Liberal democracies are not immune from blindness in the face of failure, and this chapter illustrates this point by considering how the UK political classes respond to fiascos about service delivery, cost over-runs and fraud in outsourced public services.
We have elsewhere described the unlearning state (Bowman et al. 2014) and how liberal democracy in the United Kingdom can, like the restored Bourbons, learn nothing and forget nothing as the nation persists with its unsuccessful thirty-year experiment in competition and markets. Generalisations about neoliberal policy making and austerity politics, or pervasive conditions like the financial illiteracy of electorates, do not entirely explain such unlearning in this kind of polity, which authors like Crouch (2005) describe as post-democratic. Here, in various policy areas, the political classes need tropes that both serve as alibis for failure and suggest lessons learned so that everything can carry on much as before—until the next time, when the same tropes will be reused to convey an impression of purposive response to the challenge of events.1
We are here dealing with the corruption of liberal democracy, which should have a developed capacity to learn from failure. Liberalism should promote open debate about policy options, their alternatives and their consequences, and democratic institutions should ensure accountability of governments in the face of failure. These safeguards should not be rubbished, because they are worth something. The great domestic policy disasters of the last century—genocides and famines—have occurred in non-democratic regimes and are directly connectable to the institutional and ideological arrangements in those regimes. Liberal democracies have not inflicted suffering on anything like this scale—at least, not on their own citizens. However, liberal democracies are not immune from blindness in the face of failure, and this chapter illustrates this point by considering how the UK political classes respond to fiascos about service delivery, cost over-runs and fraud in outsourced public services.
This case is particularly important for some very obvious reasons. Outsourcing itself is now one of the most important economic and political developments in the United Kingdom of the last three decades, and the practice is now being imitated in many other countries. The scale of the outsourcing boom in the United Kingdom has produced a new industry with £100 billion in turnover and what we have called a ‘franchise state’—a configuration in which private outsourcing giants assume responsibilities for core state functions like security and welfare (Bowman et al. 2015).
Failures to prevent recurrent outsourcing fiascos or to learn from them thus constitute major failures of public responsibility—and the failure to learn is, as we explain ahead, tied to a series of tropes or devices that allow the political classes to explain away each new failure as a setback that does not justify halting outsourcing or imposing much tighter conditions on outsourcing contractors.
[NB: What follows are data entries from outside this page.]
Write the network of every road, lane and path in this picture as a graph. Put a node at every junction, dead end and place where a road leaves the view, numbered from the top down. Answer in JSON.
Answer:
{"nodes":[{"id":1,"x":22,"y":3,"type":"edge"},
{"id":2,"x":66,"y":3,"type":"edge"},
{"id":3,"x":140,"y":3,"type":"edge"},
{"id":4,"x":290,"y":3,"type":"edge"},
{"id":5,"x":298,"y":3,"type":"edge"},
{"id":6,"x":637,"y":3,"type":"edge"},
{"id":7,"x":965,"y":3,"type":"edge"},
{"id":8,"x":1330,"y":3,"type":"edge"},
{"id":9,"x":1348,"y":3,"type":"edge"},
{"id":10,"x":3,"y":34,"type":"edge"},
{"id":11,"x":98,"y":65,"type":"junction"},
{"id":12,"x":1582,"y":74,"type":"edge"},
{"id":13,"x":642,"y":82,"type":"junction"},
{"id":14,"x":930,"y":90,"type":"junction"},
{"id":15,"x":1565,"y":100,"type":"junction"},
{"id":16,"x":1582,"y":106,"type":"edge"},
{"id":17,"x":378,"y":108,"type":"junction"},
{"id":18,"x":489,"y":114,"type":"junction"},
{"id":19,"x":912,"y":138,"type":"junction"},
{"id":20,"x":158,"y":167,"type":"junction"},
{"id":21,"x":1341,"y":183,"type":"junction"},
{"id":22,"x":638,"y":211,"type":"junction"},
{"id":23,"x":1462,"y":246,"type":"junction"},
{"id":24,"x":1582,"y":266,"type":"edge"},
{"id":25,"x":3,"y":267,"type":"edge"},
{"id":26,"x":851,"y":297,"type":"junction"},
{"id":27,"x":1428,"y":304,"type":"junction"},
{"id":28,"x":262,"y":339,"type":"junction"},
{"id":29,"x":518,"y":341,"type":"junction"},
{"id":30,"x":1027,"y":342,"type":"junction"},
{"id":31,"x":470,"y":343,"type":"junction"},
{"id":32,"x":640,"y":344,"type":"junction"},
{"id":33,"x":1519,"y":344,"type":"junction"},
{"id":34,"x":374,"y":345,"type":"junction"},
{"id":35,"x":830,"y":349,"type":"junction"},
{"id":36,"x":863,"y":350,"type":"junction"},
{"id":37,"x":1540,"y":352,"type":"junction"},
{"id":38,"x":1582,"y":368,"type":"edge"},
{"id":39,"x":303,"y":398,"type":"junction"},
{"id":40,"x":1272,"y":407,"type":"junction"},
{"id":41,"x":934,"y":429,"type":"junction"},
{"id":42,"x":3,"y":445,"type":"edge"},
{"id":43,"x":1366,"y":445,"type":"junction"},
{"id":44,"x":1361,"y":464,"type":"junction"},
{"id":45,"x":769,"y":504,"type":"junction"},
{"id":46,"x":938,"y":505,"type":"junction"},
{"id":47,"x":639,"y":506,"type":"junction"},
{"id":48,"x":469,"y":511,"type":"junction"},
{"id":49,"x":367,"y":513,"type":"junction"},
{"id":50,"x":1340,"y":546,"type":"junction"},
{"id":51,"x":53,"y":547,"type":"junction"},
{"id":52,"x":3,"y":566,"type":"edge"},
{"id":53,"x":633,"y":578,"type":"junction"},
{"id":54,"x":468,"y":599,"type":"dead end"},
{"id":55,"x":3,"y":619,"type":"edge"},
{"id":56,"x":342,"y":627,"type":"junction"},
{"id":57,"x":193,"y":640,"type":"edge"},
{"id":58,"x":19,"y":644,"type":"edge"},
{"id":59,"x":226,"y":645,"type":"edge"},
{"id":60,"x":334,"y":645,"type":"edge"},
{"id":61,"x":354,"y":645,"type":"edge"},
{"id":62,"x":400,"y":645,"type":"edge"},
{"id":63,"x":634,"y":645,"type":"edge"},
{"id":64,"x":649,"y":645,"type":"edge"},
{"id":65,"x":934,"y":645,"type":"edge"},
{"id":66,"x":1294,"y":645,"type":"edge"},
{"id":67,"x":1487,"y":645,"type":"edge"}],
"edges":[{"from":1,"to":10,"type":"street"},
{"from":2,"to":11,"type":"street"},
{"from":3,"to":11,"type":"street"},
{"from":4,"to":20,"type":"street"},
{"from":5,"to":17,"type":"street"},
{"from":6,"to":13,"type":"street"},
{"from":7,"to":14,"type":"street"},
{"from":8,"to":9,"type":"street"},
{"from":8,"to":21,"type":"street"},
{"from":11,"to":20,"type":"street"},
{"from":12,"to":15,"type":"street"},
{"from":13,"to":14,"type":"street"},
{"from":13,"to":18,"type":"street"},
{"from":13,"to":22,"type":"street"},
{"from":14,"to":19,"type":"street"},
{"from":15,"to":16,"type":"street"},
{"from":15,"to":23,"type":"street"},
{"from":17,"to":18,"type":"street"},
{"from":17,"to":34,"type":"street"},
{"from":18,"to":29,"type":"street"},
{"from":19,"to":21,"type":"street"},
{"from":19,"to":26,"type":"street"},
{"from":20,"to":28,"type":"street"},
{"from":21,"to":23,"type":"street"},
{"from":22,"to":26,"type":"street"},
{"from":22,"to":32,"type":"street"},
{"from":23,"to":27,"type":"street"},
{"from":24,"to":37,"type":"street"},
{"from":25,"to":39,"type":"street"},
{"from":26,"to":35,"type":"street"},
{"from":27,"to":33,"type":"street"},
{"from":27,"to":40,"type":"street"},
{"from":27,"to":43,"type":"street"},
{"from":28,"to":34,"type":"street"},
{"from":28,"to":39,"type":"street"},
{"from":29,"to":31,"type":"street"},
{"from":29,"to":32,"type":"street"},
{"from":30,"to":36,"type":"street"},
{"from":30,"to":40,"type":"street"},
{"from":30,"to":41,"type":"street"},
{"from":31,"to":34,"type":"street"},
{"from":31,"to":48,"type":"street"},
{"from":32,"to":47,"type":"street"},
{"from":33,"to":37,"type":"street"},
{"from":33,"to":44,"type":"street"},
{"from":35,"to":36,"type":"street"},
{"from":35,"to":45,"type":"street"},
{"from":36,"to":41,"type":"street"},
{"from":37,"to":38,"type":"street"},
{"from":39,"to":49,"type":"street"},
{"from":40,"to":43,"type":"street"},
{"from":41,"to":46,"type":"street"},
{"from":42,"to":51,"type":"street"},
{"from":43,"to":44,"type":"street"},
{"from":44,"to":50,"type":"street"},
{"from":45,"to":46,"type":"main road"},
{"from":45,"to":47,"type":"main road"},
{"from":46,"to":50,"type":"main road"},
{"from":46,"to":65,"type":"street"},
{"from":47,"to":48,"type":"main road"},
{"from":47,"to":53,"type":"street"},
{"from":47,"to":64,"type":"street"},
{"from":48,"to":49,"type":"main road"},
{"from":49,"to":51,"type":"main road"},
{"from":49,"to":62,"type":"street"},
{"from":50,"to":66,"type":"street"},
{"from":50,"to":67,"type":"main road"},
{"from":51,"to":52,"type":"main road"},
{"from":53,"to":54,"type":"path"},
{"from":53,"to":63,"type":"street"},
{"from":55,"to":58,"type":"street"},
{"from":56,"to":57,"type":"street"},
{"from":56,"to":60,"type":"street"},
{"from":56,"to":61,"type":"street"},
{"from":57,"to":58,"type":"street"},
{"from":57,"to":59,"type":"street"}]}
This failure to reflect creatively on the causes of fiascos and how they might be avoided stymies public debate and criticism and undermines the institutions dedicated to public oversight of outsourcing: the National Audit Office and the system of Select Committees in the House of Commons, notably the House of Commons Public Accounts Committee.
Official reports have dissected successive outsourcing fiascos, including fraud over prisoner tagging, failure to provide security guards at the London Olympics and many mundane failures of service delivery on general practitioner out-of-hours services, court translation services and such like. Ahead, we discuss three tropes that stand in the way of governmental learning from such outsourcing fiascos. They are important learning blocks, because they recur with minor variations in different responses to various fiascos and because they are connected to wider features of a policy-making system in which ill-considered hyper-activity produces many other failures. Readers are invited to consider how similar tropes recur in other policy areas in other high-income countries.
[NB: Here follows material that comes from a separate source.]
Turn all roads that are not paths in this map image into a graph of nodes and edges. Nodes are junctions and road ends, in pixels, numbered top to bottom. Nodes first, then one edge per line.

The oldest joke about Manhattan—‘it’ll be lovely when it’s finished’—also underlies one of the commonest responses to the failures of utopian projects: The problem always lies with the failure to realise in full the underlying conditions needed for the project to succeed. The mindset created by the pursuit of the utopian ideal has been explored in Scott’s famous study of human catastrophes inflicted by authoritarian high modernism—the utopian fiascos of, for instance, Stalinist and Maoist utopianism (Scott 1998). Outsourcing in the United Kingdom takes place in a liberal democratic society, but it has the key features of a utopian project; it aims at the fundamental reconstruction of the state according to an imaginary map of an ideal social order—one in which government services are delivered as a result of bidding in a freely competitive market. When the competitive process fails to deliver, the cause is therefore ascribed to the failure to realise the required conditions for reaching the utopian destination, and a further reconstruction of institutions is embarked upon to reach the ever-receding market utopia. For example, the National Audit Office responded in December 2013 to numerous instances of the failure of the outsourcing system to create a defensible system for pricing outsourced services by creating an ideal set of outsourcing principles that need to be put in place for a pricing system to work. We summarize from a longer passage (National Audit Office 2013, 9–19):
Principle one: The relevant department understands national supply and demand and intervenes to remedy problems
Principle two: The relevant department understands the national market structure and intervenes in the event of market failure
Principle three: The relevant department should understand the role of, and work with, the competition authorities and relevant quality and sector regulators, to raise awareness, standards and enforce rules and the right market behaviour
Principle four: The local authority understands its impact on local public and private markets as a purchaser of services, and how to encourage the right market behaviour
Principle five: The local authority knows the costs of service provision
Principle six: The price sustains supply at acceptable levels
Principle seven: Quality is acceptable
Principle eight: Users are well informed about quality
The problem is not that any of these conditions are unacceptable, nor is it the case that they are in some instances not partly realisable (indeed, the NAO’s own report cites individual instances in which some institutions have succeeded in putting some of the principles into effect). Instead, they cumulatively amount to a utopian imaginary—a set of conditions that could never in practice be achieved but which can be used to explain why the kind of real live pricing failures that prompted the NAO report can be explained. It is easy to see that the realisation of all these conditions fully and simultaneously is a utopian mirage—but the vision of the mirage can be used to legitimise the continuing pursuit of a society in which government services are outsourced despite the recurrence of fiasco.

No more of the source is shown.